Problem description >> Report every line of the records that contains the word "Lucerne".

Given data >>
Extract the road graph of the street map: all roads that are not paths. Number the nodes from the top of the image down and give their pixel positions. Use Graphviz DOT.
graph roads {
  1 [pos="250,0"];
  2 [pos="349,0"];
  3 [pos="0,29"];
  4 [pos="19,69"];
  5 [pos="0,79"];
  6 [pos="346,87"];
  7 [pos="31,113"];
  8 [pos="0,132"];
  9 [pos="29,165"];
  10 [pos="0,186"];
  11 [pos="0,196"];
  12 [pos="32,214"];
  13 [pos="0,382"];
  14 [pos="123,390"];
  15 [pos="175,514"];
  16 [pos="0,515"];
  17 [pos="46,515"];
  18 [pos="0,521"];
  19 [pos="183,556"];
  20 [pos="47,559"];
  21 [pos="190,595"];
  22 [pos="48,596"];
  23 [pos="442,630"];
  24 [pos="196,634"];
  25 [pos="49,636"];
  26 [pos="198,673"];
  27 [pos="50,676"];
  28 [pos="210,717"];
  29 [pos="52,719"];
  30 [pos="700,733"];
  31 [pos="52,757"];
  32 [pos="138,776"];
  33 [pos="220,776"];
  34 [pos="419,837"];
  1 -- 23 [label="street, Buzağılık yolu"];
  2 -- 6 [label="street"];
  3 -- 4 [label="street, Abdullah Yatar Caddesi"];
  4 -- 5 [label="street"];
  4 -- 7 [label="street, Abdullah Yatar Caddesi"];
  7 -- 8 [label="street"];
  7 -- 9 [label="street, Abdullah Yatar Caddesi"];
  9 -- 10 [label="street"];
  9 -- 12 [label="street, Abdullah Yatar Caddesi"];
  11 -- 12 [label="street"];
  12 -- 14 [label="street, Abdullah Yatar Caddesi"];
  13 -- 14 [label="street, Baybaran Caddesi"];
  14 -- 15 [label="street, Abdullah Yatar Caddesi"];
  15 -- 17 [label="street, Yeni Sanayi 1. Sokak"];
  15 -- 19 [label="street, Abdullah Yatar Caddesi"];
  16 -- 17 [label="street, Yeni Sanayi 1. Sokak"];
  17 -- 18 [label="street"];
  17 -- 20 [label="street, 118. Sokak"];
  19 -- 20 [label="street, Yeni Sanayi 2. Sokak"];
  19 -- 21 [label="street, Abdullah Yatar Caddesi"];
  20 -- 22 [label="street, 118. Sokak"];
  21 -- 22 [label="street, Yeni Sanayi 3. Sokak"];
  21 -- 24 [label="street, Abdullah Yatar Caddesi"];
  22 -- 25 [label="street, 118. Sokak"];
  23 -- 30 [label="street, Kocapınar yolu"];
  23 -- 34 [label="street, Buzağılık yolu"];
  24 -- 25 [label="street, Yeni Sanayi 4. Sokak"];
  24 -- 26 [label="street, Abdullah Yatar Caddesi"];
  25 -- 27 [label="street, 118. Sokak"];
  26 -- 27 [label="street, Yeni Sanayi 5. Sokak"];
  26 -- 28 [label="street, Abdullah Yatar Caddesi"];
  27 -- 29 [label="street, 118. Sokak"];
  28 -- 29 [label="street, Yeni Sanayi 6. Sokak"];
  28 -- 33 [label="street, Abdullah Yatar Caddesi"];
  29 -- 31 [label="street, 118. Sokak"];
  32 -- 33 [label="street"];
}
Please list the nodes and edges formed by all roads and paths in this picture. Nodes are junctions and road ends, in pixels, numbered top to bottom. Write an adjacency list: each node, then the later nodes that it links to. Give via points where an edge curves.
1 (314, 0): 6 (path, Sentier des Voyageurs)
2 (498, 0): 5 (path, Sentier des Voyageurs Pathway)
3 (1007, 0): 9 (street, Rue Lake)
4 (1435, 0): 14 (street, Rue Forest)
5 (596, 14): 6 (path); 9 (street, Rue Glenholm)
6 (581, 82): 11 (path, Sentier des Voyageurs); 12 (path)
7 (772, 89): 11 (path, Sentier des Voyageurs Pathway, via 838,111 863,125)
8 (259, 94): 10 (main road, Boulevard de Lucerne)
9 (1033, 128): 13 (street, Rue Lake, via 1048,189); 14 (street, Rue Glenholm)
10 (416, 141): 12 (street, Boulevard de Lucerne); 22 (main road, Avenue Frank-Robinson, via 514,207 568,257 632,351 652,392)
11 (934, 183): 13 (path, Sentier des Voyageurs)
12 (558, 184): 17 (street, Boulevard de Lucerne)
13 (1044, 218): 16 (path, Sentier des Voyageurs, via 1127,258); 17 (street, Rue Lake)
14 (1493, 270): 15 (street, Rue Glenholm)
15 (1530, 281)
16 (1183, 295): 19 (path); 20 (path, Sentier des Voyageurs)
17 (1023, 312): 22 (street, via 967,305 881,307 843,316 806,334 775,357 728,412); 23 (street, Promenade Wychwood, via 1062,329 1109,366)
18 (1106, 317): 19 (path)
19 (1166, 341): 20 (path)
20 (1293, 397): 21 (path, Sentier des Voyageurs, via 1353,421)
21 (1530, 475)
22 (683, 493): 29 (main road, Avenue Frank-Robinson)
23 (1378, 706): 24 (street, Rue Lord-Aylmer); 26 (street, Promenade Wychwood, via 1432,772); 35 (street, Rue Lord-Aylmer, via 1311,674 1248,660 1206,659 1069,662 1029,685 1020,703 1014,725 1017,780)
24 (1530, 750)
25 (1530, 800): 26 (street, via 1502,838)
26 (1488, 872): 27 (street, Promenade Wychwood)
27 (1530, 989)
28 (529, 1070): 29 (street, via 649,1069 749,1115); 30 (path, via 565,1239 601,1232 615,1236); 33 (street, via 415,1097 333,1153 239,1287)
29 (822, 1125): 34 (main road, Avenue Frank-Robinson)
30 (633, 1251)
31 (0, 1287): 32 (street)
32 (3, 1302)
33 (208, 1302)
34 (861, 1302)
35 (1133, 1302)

Written answer >>
8 (259, 94): 10 (main road, Boulevard de Lucerne)
10 (416, 141): 12 (street, Boulevard de Lucerne); 22 (main road, Avenue Frank-Robinson, via 514,207 568,257 632,351 652,392)
12 (558, 184): 17 (street, Boulevard de Lucerne)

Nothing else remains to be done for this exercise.